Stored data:
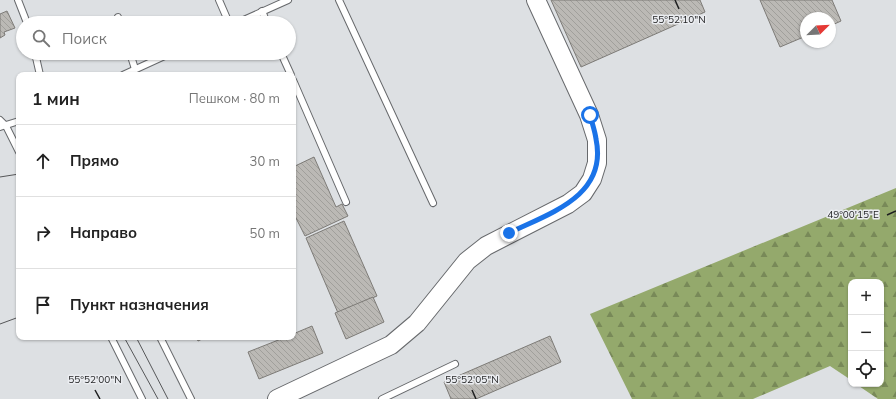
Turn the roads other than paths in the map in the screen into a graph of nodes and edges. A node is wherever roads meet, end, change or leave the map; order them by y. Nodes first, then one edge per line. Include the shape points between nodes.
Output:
1 (18, 0) edge
2 (219, 0) edge
3 (288, 0) edge
4 (339, 0) edge
5 (536, 0) edge
6 (262, 11) junction
7 (24, 16) edge
8 (226, 16) edge
9 (252, 16) edge
10 (264, 16) edge
11 (37, 60) edge
12 (133, 60) edge
13 (156, 60) edge
14 (284, 60) edge
15 (136, 69) junction
16 (39, 72) edge
17 (130, 72) edge
18 (290, 72) edge
19 (296, 87) edge
20 (0, 120) edge
21 (16, 121) edge
22 (3, 126) edge
23 (16, 147) edge
24 (346, 202) dead end
25 (433, 203) dead end
26 (112, 340) edge
27 (162, 340) edge
28 (455, 364) dead end
29 (345, 367) junction
30 (142, 399) edge
31 (191, 399) edge
32 (277, 399) edge
33 (309, 399) edge
34 (382, 399) edge

1 - 7 lane
2 - 8 lane
3 - 6 lane
4 - 25 lane
5 - 29 main road via 590,115 597,140 597,163 592,179 583,193 568,204 486,246 467,261 417,323 391,345
6 - 9 lane
6 - 10 lane
11 - 16 lane
12 - 15 lane
13 - 15 lane
14 - 18 lane
15 - 17 lane
19 - 24 lane
20 - 22 lane
21 - 22 lane
22 - 23 lane
26 - 30 lane
27 - 31 lane
28 - 34 lane
29 - 32 main road
29 - 33 main road

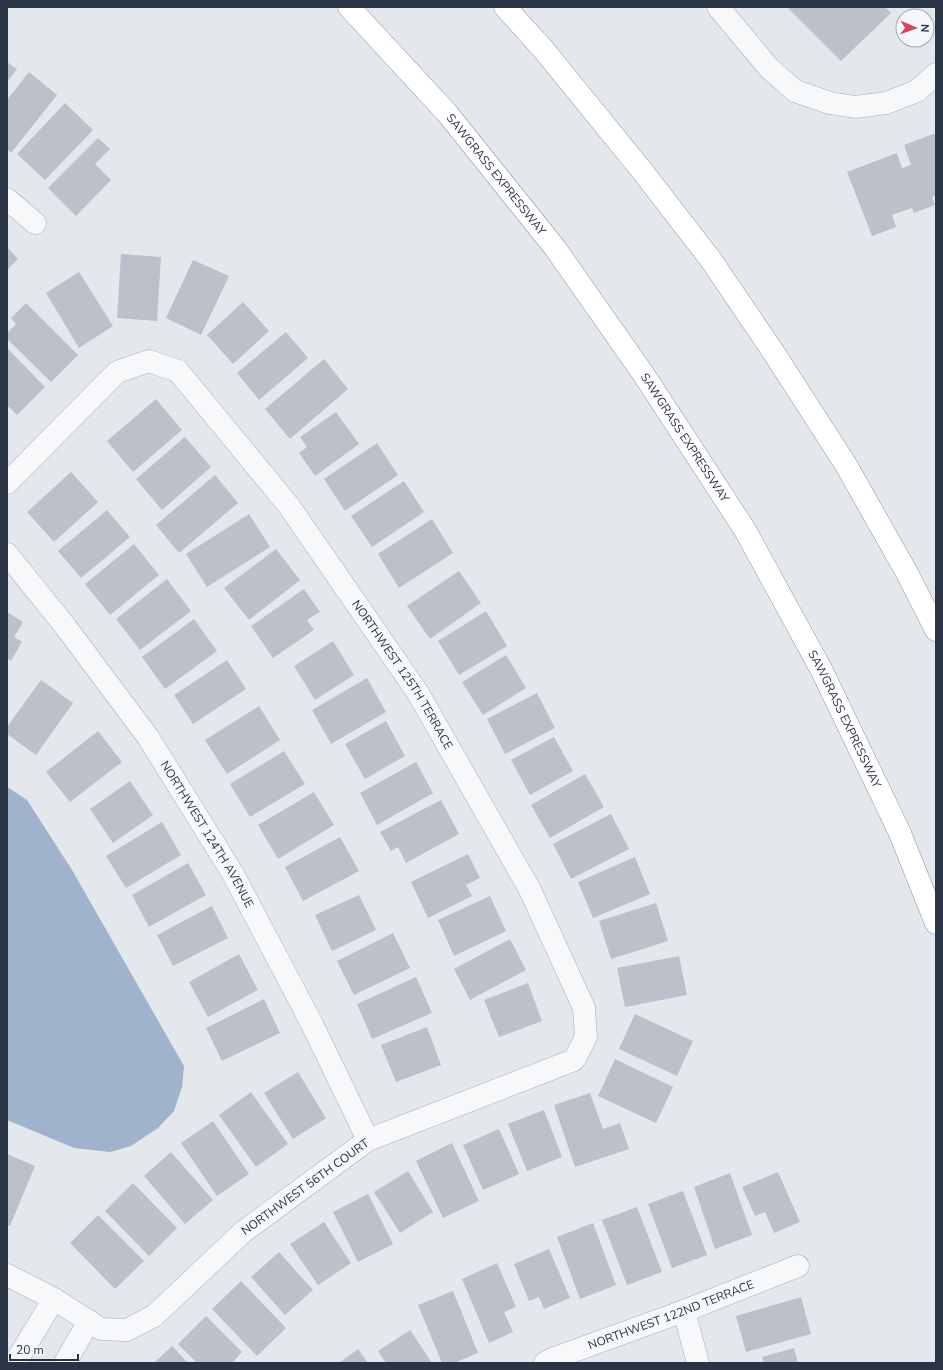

## Task requirements
Please transcribe the entries exactly, omitting the images.

## Answer area
Turn the roads other than paths in the map in the screen into a graph of nodes and edges. A node is wherever roads meet, end, change or leave the map; order them by y. Nodes first, then one edge per line. Include the shape points between nodes.
Output:
1 (18, 0) edge
2 (219, 0) edge
3 (288, 0) edge
4 (339, 0) edge
5 (536, 0) edge
6 (262, 11) junction
7 (24, 16) edge
8 (226, 16) edge
9 (252, 16) edge
10 (264, 16) edge
11 (37, 60) edge
12 (133, 60) edge
13 (156, 60) edge
14 (284, 60) edge
15 (136, 69) junction
16 (39, 72) edge
17 (130, 72) edge
18 (290, 72) edge
19 (296, 87) edge
20 (0, 120) edge
21 (16, 121) edge
22 (3, 126) edge
23 (16, 147) edge
24 (346, 202) dead end
25 (433, 203) dead end
26 (112, 340) edge
27 (162, 340) edge
28 (455, 364) dead end
29 (345, 367) junction
30 (142, 399) edge
31 (191, 399) edge
32 (277, 399) edge
33 (309, 399) edge
34 (382, 399) edge

1 - 7 lane
2 - 8 lane
3 - 6 lane
4 - 25 lane
5 - 29 main road via 590,115 597,140 597,163 592,179 583,193 568,204 486,246 467,261 417,323 391,345
6 - 9 lane
6 - 10 lane
11 - 16 lane
12 - 15 lane
13 - 15 lane
14 - 18 lane
15 - 17 lane
19 - 24 lane
20 - 22 lane
21 - 22 lane
22 - 23 lane
26 - 30 lane
27 - 31 lane
28 - 34 lane
29 - 32 main road
29 - 33 main road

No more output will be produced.